O indivíduo, quando em meio a um grupo transforma-se e, por vezes, conduz-se em obediência, cego e surdo à sua consciência, como gado, parte de um rebanho. Em sendo este o caso, caberia, por certo, alguma desculpa para este estado de coisas. Uma consequência esperada do espírito humano dominado e convencido por uma realidade grupal.

Entretanto, se a massa age correspondendo aos ditames de um desajustado, o que dizer daqueles que exercem uma parcela do poder na mesma sociedade, obtida por caminhos diversos; eleição, divisão de competências funcionais, constitucional e administrativa, e que agem sem pensar, autonomamente, preservando o líder, atapetando o seu caminho, não importando as consequências? Todos estariam sendo dirigidos pela mesma força motriz do domínio e do encantamento, sem qualquer sobra de equilíbrio e de bom senso? Aqui, talvez, a explicação é mais simples e direta; não se trata de uma questão mental, mas de resguardo dos próprios benefícios e privilégios.

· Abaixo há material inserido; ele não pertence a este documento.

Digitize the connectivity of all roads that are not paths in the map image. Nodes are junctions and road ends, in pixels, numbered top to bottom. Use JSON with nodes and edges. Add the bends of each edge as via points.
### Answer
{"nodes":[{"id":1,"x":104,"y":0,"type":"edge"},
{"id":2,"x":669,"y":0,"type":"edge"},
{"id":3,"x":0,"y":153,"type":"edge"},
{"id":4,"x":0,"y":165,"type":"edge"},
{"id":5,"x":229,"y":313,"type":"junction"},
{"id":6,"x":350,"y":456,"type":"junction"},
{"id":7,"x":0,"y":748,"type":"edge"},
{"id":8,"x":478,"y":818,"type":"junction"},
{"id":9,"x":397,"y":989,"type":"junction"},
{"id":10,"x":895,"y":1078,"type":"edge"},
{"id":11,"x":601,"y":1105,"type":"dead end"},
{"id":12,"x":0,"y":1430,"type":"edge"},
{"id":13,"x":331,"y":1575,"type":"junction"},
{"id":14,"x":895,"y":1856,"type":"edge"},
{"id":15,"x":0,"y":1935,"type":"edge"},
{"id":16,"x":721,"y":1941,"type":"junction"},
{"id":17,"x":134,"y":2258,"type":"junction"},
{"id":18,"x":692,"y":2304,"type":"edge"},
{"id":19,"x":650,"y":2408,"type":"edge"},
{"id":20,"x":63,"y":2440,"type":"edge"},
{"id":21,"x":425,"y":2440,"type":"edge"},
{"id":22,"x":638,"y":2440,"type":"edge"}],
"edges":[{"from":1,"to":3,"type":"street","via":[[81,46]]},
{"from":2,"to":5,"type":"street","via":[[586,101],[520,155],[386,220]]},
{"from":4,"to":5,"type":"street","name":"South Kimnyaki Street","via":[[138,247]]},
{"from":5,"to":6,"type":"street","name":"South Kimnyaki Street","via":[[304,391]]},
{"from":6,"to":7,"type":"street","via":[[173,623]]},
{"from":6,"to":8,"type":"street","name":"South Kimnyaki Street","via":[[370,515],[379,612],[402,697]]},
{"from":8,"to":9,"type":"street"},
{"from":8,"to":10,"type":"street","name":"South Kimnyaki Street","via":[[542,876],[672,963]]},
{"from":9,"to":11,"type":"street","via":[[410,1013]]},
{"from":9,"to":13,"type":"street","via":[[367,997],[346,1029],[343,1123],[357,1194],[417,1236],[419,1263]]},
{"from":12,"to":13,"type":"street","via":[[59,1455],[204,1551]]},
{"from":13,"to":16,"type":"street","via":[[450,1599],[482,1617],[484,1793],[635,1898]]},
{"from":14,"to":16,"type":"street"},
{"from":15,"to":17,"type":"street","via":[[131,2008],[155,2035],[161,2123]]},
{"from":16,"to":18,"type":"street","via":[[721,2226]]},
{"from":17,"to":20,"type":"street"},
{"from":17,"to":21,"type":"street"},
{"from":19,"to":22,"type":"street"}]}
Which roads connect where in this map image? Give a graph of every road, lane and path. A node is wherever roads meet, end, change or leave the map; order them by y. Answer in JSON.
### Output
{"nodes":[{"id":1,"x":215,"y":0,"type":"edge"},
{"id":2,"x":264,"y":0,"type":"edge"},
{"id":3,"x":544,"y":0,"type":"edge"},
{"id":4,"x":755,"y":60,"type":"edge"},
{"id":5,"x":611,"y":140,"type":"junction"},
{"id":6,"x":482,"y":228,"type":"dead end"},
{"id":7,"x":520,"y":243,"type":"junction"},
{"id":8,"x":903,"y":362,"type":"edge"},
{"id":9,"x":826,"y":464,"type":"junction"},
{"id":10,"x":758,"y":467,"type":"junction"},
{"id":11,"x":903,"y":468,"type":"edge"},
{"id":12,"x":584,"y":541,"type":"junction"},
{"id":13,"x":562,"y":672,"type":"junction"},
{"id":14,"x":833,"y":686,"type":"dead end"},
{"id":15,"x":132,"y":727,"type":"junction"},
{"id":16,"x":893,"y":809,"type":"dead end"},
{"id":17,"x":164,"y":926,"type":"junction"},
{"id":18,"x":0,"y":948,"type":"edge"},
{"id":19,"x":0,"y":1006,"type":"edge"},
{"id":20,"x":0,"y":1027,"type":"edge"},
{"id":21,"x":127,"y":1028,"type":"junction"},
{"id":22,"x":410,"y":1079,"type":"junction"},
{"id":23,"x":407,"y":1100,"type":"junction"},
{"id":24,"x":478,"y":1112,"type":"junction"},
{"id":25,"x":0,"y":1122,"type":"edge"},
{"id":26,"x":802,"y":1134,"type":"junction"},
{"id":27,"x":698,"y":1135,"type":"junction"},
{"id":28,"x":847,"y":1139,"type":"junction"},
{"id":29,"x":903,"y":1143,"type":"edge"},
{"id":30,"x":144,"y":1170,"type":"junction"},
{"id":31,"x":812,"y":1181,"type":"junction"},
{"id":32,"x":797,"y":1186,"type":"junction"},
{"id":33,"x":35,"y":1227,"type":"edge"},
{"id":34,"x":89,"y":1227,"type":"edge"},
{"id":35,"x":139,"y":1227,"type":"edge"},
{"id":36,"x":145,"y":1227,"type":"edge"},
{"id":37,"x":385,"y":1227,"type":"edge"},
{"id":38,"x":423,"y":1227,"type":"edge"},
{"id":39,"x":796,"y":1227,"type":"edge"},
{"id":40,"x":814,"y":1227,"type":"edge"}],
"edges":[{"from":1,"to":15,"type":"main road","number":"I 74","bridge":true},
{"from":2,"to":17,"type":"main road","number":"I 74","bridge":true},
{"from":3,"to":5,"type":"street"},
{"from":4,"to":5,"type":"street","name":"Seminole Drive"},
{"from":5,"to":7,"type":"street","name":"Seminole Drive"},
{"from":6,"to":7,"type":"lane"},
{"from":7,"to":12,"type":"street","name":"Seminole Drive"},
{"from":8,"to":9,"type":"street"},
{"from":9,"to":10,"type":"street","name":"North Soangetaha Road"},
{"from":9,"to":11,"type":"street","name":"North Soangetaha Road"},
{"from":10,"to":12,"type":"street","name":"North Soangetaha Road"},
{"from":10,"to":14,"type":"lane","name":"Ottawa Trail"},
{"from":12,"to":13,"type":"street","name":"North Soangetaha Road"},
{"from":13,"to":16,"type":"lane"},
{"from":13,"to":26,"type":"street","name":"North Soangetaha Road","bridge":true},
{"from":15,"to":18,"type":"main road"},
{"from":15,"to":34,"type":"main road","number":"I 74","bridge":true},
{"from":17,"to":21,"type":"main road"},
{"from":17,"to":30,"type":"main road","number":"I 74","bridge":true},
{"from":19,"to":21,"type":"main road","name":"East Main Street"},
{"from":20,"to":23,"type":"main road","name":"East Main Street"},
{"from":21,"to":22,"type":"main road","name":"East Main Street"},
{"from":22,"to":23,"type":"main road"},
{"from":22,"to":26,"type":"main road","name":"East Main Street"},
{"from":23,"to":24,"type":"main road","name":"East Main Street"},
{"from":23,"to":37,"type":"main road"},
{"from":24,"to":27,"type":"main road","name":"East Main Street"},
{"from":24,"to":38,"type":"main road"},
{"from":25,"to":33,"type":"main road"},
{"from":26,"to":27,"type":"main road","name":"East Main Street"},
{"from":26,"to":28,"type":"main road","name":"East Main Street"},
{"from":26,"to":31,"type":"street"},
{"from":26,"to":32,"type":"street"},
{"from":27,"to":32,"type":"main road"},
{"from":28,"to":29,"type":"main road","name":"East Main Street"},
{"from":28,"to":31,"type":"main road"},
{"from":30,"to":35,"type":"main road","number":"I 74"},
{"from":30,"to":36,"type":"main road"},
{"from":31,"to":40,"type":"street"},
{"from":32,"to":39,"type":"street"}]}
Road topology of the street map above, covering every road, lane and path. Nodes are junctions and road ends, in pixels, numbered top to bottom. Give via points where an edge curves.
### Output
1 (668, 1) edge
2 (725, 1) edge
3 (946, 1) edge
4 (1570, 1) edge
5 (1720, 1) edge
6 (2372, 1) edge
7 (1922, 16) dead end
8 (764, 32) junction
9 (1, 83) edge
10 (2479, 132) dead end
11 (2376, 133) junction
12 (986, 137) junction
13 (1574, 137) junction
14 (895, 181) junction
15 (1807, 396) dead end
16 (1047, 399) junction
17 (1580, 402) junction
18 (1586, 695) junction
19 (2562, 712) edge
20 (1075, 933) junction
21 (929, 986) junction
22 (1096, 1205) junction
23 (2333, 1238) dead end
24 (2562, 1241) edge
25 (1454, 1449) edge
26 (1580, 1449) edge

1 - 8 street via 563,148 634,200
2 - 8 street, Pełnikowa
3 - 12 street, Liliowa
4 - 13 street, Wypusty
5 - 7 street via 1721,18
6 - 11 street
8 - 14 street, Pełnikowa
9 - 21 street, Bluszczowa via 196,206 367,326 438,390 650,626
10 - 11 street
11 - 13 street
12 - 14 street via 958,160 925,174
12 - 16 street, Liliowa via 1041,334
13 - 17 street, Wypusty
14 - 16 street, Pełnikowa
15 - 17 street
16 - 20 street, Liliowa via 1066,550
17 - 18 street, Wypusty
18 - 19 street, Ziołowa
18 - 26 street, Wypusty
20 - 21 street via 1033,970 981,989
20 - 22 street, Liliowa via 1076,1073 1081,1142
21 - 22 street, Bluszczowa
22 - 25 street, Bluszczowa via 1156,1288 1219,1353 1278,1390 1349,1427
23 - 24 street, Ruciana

A complexidade do tema necessita de estudo mais alentado, situado numa área de confluência entre a Psicanálise, a Psicologia, o Direito, a Sociologia e a Política. A única e simplória certeza que temos é que, de forma geral, os nomes mencionados no início deste artigo, têm iguais caracteres. Afora a liderança e o poder, que alguns podem naturalmente exercer, o que se tem plenamente aceito, há os que fazem questão que todos fiquem de joelhos, e é a estes que nos referimos ao invocar a Psicanálise. A doutrina aponta peculiaridades do indivíduo psicótico, a saber:

. desorganizações súbitas e sérias do ser psíquico;

. perturbação das faculdades relacionais;

. perda de contato com a realidade;

. neurose narcísica;

. psicose delirante;

. psicose crônica;

. falta de senso crítico para a desordem no próprio pensamento;

. pensamento dissociativo; um recolhimento a si mesmo;

. certa paranoia, caracterizada por um delírio sistemático;

. delírio de grandeza;

. predominância da própria interpretação das coisas; e,

. confusão alucinativa.[1]

Há, ainda, a chamada “psicose branca”, que não tem manifestação clínica identificável, o que talvez possa explique uma cegueira coletiva, uma certa – não sei se a expressão tem consistência – esquizofrenia de massa.

Enfim, dias modernos, em que o passado parece não ter sido coberto pela pátina do tempo. A história poderia tornar-se repetitiva, com infinitas representações em palcos diversos. Ficar na plateia como mero assistentes, sem raciocinar sobre a vida e os acontecimentos, não é por certo a melhor solução.



[1] Mijolla, de Alain. (Direção Geral) Dicionário Internacional da Psicanálise. Tradução Álvaro Cabral, Imago.